Task description - Give back each line of the material that contains the word "ring".

§

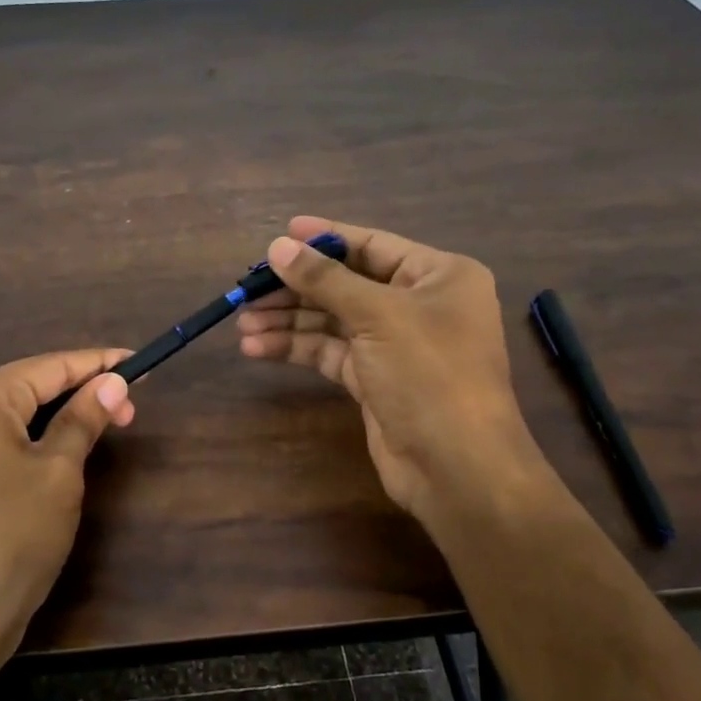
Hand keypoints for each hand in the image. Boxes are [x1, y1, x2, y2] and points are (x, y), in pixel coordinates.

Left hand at [0, 349, 135, 680]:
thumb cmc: (10, 538)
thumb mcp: (58, 473)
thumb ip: (84, 419)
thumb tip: (113, 381)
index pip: (49, 366)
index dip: (98, 364)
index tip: (140, 362)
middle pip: (28, 387)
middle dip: (80, 393)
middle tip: (130, 409)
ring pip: (12, 416)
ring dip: (58, 418)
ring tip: (103, 427)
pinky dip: (31, 441)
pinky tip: (59, 450)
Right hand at [237, 215, 546, 535]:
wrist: (457, 467)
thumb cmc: (430, 374)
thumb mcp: (378, 316)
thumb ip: (325, 280)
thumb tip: (277, 246)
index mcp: (438, 276)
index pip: (372, 245)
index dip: (325, 239)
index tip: (281, 233)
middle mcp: (419, 304)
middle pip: (346, 284)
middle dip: (297, 287)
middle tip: (248, 288)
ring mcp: (395, 344)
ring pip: (333, 320)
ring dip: (288, 319)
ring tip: (243, 321)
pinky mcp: (374, 379)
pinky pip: (329, 352)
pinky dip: (296, 348)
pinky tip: (257, 347)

§

Answer -
ring pip: (12, 416)
ring dip: (58, 418)
ring tip: (103, 427)
ring mcp: (395, 344)
ring pip: (333, 320)
ring dip: (288, 319)
ring tip: (243, 321)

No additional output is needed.